Turquoise Four Patches, 2015 44.5" x 44.5"

                               Turquoise Four Patches Detail 1

 

Turquoise Four Patches, Detail 2

                                      Turquoise Four Patches, Detail 2

This quilt will also be available for purchase at the Voices in Cloth 2016 quilt show this coming March.





Happy Quilt II-much more fun

14 08 2015

Surprise, surprise. . . . I just can’t stop playing with these bright, bold, geometric fabrics that I first began to put together when taking the Freddy Moran Parts Department class  (see previous post about the Happy Quilt).

 

So I made Happy Quilt II, because I still had more of these strata leftover (hooorrraaaaaay for leftovers!!).  And the yellow background fabric in this quilt in between the rows of strips reminds me of another quilt of mine, Yellow Rows of Seven.
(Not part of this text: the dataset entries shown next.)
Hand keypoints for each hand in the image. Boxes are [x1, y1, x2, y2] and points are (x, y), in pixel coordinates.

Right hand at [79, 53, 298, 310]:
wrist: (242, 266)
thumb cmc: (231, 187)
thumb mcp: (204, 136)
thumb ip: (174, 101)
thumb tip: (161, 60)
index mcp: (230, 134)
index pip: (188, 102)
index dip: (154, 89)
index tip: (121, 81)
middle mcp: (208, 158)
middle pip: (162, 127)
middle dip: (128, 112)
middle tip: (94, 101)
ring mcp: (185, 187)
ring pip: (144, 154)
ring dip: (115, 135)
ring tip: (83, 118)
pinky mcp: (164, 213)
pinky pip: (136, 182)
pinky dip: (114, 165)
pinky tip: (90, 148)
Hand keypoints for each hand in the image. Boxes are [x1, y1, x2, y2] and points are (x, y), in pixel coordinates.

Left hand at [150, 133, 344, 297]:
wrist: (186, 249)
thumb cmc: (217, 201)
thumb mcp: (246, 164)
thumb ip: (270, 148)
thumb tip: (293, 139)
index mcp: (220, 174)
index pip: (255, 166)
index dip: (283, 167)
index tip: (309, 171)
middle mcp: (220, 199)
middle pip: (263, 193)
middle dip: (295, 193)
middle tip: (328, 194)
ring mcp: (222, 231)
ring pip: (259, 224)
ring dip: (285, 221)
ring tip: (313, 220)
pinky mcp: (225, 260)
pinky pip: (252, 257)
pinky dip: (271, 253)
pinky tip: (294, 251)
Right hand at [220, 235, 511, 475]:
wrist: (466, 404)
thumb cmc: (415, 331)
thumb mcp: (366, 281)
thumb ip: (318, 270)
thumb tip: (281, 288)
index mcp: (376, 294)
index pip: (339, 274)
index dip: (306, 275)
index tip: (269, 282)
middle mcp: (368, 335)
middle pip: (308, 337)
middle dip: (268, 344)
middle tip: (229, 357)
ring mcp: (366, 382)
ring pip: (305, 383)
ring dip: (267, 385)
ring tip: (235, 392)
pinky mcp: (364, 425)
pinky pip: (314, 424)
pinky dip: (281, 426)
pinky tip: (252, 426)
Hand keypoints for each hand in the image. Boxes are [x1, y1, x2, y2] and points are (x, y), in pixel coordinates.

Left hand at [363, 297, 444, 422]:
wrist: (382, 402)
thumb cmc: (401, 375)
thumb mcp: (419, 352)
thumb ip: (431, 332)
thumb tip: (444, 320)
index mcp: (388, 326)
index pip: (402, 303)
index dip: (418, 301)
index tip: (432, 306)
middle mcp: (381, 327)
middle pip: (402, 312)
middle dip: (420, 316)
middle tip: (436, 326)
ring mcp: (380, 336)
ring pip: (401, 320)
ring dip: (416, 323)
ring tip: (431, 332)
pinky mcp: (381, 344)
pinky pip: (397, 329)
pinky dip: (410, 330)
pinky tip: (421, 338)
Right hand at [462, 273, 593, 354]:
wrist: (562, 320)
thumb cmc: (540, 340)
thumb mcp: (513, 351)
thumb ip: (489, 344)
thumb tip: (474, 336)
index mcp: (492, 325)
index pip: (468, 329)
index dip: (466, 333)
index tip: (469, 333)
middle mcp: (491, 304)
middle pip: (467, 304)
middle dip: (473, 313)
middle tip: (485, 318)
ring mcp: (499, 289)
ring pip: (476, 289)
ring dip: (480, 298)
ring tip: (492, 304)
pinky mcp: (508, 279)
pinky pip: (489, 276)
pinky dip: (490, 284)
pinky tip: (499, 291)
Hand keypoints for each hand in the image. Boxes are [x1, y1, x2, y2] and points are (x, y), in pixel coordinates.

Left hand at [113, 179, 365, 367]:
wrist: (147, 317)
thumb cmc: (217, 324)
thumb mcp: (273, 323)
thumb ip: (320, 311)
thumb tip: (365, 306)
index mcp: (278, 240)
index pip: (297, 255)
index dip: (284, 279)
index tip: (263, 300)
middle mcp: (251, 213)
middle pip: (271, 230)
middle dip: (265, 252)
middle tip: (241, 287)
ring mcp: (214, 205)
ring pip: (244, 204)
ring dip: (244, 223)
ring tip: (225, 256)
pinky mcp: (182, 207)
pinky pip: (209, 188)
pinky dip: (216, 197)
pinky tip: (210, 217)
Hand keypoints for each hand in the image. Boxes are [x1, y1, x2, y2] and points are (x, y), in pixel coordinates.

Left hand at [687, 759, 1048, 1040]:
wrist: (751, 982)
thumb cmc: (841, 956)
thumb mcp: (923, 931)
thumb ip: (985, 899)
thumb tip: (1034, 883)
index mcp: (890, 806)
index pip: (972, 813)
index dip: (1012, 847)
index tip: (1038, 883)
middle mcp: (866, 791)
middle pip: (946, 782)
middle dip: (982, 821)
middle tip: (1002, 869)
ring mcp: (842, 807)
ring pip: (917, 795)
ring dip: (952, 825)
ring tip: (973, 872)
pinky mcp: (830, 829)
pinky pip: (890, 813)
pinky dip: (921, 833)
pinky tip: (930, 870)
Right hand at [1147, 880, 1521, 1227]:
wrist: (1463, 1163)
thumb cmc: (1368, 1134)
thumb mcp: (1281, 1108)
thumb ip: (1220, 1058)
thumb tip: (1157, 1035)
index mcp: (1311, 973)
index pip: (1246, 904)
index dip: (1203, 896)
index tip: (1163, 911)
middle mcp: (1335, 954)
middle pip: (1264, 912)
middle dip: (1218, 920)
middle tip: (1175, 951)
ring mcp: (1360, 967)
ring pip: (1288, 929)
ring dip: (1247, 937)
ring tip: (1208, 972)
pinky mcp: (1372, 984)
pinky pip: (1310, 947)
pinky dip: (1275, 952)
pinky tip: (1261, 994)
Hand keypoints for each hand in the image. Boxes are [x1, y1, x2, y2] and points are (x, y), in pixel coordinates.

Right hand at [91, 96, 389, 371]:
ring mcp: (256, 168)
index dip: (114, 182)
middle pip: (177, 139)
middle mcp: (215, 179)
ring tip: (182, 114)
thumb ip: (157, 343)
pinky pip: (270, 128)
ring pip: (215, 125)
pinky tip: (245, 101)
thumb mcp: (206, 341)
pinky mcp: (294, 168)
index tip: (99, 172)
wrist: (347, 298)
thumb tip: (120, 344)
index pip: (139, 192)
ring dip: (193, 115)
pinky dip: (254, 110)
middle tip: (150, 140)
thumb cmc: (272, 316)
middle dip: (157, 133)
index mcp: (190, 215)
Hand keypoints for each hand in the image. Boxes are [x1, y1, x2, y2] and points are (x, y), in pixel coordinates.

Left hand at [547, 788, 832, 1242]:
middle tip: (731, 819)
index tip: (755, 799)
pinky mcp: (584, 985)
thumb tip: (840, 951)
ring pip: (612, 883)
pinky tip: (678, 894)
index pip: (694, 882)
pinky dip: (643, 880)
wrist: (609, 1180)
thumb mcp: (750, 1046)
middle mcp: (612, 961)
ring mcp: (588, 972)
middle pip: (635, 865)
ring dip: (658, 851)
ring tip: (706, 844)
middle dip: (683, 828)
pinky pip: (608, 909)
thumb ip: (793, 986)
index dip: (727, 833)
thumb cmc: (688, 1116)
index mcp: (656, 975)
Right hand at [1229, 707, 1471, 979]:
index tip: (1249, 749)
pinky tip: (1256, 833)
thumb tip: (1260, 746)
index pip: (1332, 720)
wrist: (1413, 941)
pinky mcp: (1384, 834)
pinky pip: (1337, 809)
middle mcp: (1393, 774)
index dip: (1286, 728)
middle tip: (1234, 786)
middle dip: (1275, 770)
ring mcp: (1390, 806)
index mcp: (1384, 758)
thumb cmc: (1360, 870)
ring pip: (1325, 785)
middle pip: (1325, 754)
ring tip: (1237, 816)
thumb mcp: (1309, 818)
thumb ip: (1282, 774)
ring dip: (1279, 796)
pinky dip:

When I started quilting a thousand years ago, people did not favor yellow and orange, thinking they were too bold and difficult to work in with other colors.  So it feels as though I have come full circle now, loving yellow and orange equally with all the other colors.

Happy Quilt II, 2015 60" x 74" Photography by Sibila Savage

Happy Quilt II, 2015
60″ x 74″
Photography by Sibila Savage

And I had fun doing a very simple quilting pattern on this quilt.  Seems as though “simple” is my only style these days.

Happy Quilt II, detail

Happy Quilt II, detail

And stay tuned.  I am pretty sure that I am not finished with this “Happy” phase.  Guess it’s a series.

Here’s an option for another, although I’m not completely satisfied with it yet.  Must by why it’s not finished yet.

Happy work in progress

Happy work in progress





Work-in-progress; more leftover tales

20 02 2015

Do you have days when you want to sit at your machine and just sew and sew and sew?

At a recent retreat, I made tons of new “parts” for a fun and happy quilt, and these long strings of strata or piano keys leftover from my previous Freddy-Moran-ish venture looked as though they would not work in the new quilt, since they did not seems to play together well with the new creations.

I decided that I did not want to work right now on quilts that take a lot of brain power.  I have done enough of that recently, and I am meeting personal challenges right now, so my work does not need to be challenging, too.  It needs to be safe, fun, and easy right now.

Sooooo, rather than trying to find a way to make them fit, I decided to let them play all by themselves.  Here is where I am so far in this fun new project.  I’m fascinated at how much this modern version reminds me of my Yellow Rows of Seven, which is all vintage fabrics.

Have I started a series?

IMG_0120

The only problem (so far):  there are now leftover leftovers, the strata that don’t fit into this new quilt, which would be huge if they did.  Wow, I guess I really did make too many of these.  Just couldn’t stop, since they were soooooo fun to sew.  These are the remaining strips . . . .

IMG_0119

. . . and these are the remaining waiting-to-be-strata pieces.

IMG_0121Beginning to think this quilt may have some sort of a strata border??

To be continued . . .





Vintage Drunkard’s Path, a variation

13 02 2015

I fell in love with this quilt top when I found it in 1994 in an antique collective in Rockford, Illinois.  According to Barbara Brackman, this block is a Rob Peter to Pay Paul variation of the familiar Drunkard’s Path block.

#8C_RobPeterToPayPaul

All the very bright colors make this a very happy quilt, and it is one that we use.

RobPeterDetail1

I replaced five heavily stained blocks with ones made from vintage fabric in my stash.  Two of the blocks I replaced are pictured here, second and third down.

RobPeterDetail2

This 1994 quilt also represents the beginning of my long and still-continuing process of learning machine quilting.  I see here that all I was able to do at the time was outline each of these blocks in the ditch.  Gotta start somewhere.